[Saved entries]
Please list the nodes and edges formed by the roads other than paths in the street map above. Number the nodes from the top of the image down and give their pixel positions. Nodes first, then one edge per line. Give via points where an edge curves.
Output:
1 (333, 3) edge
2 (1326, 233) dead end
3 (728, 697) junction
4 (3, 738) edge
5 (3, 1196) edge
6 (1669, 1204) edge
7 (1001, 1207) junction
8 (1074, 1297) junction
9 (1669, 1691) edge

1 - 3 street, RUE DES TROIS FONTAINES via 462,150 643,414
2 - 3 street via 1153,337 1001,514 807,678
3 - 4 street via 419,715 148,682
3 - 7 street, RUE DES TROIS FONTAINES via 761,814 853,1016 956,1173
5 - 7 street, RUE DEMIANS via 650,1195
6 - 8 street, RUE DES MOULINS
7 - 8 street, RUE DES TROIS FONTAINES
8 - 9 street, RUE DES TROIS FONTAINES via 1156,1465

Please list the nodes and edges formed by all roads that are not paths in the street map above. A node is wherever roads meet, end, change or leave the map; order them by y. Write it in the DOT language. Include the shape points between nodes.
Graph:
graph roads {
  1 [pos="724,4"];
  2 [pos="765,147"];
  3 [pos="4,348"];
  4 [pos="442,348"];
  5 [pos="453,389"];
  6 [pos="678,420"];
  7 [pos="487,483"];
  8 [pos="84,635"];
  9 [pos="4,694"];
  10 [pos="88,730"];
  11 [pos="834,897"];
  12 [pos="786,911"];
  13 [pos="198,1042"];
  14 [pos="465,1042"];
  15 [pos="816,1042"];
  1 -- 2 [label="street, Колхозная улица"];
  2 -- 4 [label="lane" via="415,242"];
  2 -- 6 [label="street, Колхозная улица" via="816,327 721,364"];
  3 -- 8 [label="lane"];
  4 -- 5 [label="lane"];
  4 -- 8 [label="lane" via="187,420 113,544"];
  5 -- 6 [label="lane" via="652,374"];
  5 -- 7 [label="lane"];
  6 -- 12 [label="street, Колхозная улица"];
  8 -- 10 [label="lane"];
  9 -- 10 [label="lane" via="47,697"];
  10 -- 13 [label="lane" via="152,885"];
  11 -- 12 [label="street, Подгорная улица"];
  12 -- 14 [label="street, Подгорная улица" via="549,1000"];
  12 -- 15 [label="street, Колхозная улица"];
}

**Task description:** The response should be an exact repeat of the data above.

**Written reply:**
Please list the nodes and edges formed by the roads other than paths in the street map above. Number the nodes from the top of the image down and give their pixel positions. Nodes first, then one edge per line. Give via points where an edge curves.
Output:
1 (333, 3) edge
2 (1326, 233) dead end
3 (728, 697) junction
4 (3, 738) edge
5 (3, 1196) edge
6 (1669, 1204) edge
7 (1001, 1207) junction
8 (1074, 1297) junction
9 (1669, 1691) edge

1 - 3 street, RUE DES TROIS FONTAINES via 462,150 643,414
2 - 3 street via 1153,337 1001,514 807,678
3 - 4 street via 419,715 148,682
3 - 7 street, RUE DES TROIS FONTAINES via 761,814 853,1016 956,1173
5 - 7 street, RUE DEMIANS via 650,1195
6 - 8 street, RUE DES MOULINS
7 - 8 street, RUE DES TROIS FONTAINES
8 - 9 street, RUE DES TROIS FONTAINES via 1156,1465

Please list the nodes and edges formed by all roads that are not paths in the street map above. A node is wherever roads meet, end, change or leave the map; order them by y. Write it in the DOT language. Include the shape points between nodes.
Graph:
graph roads {
  1 [pos="724,4"];
  2 [pos="765,147"];
  3 [pos="4,348"];
  4 [pos="442,348"];
  5 [pos="453,389"];
  6 [pos="678,420"];
  7 [pos="487,483"];
  8 [pos="84,635"];
  9 [pos="4,694"];
  10 [pos="88,730"];
  11 [pos="834,897"];
  12 [pos="786,911"];
  13 [pos="198,1042"];
  14 [pos="465,1042"];
  15 [pos="816,1042"];
  1 -- 2 [label="street, Колхозная улица"];
  2 -- 4 [label="lane" via="415,242"];
  2 -- 6 [label="street, Колхозная улица" via="816,327 721,364"];
  3 -- 8 [label="lane"];
  4 -- 5 [label="lane"];
  4 -- 8 [label="lane" via="187,420 113,544"];
  5 -- 6 [label="lane" via="652,374"];
  5 -- 7 [label="lane"];
  6 -- 12 [label="street, Колхозная улица"];
  8 -- 10 [label="lane"];
  9 -- 10 [label="lane" via="47,697"];
  10 -- 13 [label="lane" via="152,885"];
  11 -- 12 [label="street, Подгорная улица"];
  12 -- 14 [label="street, Подгорная улица" via="549,1000"];
  12 -- 15 [label="street, Колхозная улица"];
}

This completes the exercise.